▶ **Task instructions**
Within the data below, find the string "REDWOOD" and return each line where it occurs.

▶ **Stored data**

----------------

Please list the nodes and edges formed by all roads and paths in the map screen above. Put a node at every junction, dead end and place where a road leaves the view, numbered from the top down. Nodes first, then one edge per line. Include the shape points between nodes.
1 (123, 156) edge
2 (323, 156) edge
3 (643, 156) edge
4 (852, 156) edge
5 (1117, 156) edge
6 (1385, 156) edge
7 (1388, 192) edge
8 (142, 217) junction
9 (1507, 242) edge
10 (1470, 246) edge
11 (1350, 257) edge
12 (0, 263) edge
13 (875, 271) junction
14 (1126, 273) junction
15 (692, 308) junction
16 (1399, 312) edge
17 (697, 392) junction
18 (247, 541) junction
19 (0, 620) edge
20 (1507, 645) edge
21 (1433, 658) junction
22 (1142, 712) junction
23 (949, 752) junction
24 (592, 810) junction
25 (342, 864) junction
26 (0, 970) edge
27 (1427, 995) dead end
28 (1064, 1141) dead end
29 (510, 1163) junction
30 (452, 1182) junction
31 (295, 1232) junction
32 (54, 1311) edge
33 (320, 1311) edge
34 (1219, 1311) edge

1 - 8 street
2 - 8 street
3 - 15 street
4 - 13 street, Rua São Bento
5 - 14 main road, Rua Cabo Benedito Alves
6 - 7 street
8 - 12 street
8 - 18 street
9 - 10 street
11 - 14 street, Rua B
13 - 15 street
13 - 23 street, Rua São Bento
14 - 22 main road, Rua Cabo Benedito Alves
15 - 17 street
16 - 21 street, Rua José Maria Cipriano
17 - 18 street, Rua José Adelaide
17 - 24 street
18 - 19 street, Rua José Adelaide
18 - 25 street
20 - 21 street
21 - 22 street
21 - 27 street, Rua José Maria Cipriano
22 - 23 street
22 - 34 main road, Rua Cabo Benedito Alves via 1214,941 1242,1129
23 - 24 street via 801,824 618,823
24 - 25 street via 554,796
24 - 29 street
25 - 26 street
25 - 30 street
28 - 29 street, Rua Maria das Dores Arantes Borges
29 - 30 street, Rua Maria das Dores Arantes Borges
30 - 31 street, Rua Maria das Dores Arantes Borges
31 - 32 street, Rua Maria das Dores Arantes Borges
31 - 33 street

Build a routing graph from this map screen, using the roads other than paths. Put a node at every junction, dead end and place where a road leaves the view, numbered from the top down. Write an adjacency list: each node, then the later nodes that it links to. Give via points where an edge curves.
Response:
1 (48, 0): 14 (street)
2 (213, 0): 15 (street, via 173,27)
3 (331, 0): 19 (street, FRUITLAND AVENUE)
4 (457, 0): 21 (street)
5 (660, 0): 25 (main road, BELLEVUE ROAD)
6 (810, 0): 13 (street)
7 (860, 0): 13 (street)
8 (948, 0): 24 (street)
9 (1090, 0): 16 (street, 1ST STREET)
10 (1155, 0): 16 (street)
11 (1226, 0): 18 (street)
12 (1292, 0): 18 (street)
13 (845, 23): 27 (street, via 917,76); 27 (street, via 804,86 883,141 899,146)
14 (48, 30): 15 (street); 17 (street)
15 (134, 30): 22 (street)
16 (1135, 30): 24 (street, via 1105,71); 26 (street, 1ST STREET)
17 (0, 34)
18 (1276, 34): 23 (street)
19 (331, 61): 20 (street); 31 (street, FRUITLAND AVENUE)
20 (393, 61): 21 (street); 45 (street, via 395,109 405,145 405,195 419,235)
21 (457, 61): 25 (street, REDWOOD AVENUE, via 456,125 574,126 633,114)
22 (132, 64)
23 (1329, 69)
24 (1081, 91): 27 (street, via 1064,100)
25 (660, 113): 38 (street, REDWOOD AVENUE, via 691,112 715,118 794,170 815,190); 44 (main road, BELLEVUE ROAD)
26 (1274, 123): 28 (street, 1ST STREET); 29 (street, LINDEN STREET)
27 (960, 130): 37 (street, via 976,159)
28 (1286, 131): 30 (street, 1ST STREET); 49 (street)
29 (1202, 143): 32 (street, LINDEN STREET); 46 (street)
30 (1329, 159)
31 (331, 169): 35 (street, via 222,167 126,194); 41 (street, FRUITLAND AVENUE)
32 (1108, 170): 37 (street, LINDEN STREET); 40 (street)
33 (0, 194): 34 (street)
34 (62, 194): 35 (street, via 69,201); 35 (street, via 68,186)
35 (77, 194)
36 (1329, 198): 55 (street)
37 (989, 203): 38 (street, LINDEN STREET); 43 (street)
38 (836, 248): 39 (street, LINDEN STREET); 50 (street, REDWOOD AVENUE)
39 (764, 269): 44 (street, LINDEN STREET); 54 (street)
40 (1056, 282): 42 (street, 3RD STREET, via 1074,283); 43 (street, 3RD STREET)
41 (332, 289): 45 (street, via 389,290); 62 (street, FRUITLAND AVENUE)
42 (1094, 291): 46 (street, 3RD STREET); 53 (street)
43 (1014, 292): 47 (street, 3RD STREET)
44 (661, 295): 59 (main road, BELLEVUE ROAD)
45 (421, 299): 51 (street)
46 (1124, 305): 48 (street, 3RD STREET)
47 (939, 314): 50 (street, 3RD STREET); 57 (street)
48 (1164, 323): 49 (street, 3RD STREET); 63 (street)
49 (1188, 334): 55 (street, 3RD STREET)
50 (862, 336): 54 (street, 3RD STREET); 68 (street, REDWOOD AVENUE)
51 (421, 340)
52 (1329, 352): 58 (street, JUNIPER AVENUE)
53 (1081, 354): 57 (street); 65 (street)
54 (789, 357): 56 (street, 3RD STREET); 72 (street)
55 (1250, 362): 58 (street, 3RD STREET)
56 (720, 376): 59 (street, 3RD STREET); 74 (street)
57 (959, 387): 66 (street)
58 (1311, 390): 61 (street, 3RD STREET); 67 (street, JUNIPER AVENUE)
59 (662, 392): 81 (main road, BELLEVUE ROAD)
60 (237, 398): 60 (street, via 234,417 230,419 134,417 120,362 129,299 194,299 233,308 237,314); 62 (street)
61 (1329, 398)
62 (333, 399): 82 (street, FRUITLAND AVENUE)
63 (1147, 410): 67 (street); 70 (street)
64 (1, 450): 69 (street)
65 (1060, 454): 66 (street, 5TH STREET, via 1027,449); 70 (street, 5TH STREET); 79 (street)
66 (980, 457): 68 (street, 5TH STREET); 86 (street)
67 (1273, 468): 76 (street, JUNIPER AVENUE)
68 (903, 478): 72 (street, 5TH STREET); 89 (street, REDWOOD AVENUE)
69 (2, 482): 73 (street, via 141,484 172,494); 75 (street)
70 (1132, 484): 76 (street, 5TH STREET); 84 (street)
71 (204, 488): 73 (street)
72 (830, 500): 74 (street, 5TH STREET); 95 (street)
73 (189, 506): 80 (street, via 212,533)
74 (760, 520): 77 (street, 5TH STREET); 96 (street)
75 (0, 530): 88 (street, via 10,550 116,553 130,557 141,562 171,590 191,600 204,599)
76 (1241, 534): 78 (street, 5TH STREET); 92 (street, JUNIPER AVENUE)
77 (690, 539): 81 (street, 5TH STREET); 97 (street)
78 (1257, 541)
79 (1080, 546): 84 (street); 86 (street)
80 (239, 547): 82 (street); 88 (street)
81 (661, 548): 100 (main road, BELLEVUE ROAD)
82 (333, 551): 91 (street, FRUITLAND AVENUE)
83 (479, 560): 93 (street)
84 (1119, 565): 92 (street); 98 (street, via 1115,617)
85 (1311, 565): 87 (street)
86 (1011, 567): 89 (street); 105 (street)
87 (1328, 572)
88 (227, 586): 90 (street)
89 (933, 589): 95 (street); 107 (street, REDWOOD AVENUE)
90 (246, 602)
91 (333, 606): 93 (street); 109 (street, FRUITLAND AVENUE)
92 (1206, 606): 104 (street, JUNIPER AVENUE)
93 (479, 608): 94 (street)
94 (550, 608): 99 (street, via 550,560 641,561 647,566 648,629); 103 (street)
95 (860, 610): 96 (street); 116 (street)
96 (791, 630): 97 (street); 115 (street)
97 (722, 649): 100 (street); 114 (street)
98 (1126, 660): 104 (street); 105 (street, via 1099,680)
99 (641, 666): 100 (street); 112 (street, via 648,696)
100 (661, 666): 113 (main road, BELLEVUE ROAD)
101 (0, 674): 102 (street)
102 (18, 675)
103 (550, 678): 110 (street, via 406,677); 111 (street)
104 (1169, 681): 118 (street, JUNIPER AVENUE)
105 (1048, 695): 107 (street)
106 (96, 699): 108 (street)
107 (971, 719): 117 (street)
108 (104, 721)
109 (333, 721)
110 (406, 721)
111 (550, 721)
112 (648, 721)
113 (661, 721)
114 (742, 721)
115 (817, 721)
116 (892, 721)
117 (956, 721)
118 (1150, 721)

----------------

▶ **Solved exercise**
21 (457, 61): 25 (street, REDWOOD AVENUE, via 456,125 574,126 633,114)
25 (660, 113): 38 (street, REDWOOD AVENUE, via 691,112 715,118 794,170 815,190); 44 (main road, BELLEVUE ROAD)
38 (836, 248): 39 (street, LINDEN STREET); 50 (street, REDWOOD AVENUE)
50 (862, 336): 54 (street, 3RD STREET); 68 (street, REDWOOD AVENUE)
68 (903, 478): 72 (street, 5TH STREET); 89 (street, REDWOOD AVENUE)
89 (933, 589): 95 (street); 107 (street, REDWOOD AVENUE)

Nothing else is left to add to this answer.